An online petition to the UK government calling for a second referendum had received more than 4.1 million signatures by Tuesday -- up from 3.8 million signatures on Friday, when one in every 34 online searches for "referendum" included the word "second" or "2nd," according to one report.
Data from Hitwise, a Connexity division, found that most individuals who are seeking a second referendum are young with 47% under the age of 35. Those earning more than $71,000 are 1.6 times more likely than average to have searched for information on a second referendum, and many of them have searched for images to show their opinion.
In fact, those directly affected by Britain's vote to leave the EU began to express their feelings online by sharing an image rather than words. Hitwise data show online searches for "gif," "image" or "meme" rose 19% June 24, the day the Referendum vote results were announced, compared with the Friday prior and more than half of the top searches were focused on the referendum.
"Boris Johnson meme" followed by "Nigel Farage meme" were the most common referendum-related image searches in this category on July 24. Johnson and Farage took one in every 85 image-related searches that day.

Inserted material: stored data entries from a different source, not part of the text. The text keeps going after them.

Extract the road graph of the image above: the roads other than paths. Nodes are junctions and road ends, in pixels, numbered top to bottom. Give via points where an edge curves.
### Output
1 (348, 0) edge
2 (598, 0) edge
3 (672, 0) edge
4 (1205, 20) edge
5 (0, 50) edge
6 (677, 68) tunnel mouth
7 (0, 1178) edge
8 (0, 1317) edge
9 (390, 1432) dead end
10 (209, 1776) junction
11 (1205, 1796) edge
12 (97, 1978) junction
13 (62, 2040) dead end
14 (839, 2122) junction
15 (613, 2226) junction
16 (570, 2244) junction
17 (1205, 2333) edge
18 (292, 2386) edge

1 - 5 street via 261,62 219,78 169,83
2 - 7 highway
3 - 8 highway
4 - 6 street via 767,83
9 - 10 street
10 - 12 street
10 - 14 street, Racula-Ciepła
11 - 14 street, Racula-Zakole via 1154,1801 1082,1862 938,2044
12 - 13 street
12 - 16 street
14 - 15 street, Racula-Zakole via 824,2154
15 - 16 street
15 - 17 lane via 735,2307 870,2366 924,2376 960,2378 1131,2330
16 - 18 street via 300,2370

Prime Minister David Cameron was the subject of one in every 145 image searches.
The specific image searches that were trending on Friday provide insight into just how this audience felt about the Referendum results. Searches for "grumpy cat meme" rose more than 51% week-on-week and "why meme" searches rose 27%.
Britons also got creative. Some made their own images, with searches for "meme generator" more than tripling, compared with the week prior. "meme maker" more than doubled, which tells marketers that those seeking to connect with this age group should consider campaigns that highlight shareable memes and gifs as these images become part of a culture such as emoji.
Giphy.com, for instance, hosts thousands of animated gifs that are generated by individual contributors as well as partners, according to John Fetto, senior analyst at Hitwise. He said Giphy.com received more than 15 million visits in the United States during the month of June making it one of the 500 most visited sites on the Internet.
"Partners include brands from Subway to The Wall Street Journal to Calvin Klein to Hillary Clinton, all of which have produced animated gifs that visitors to the site can share via social media, text message, blog," he said.
About 55% of those searching for "image." "meme" or "gif" online after the vote were ages 18 to 34. Since those in this age group accounting for just a third of the online population, it means they are 1.7-times more likely than average to conduct these types of searches.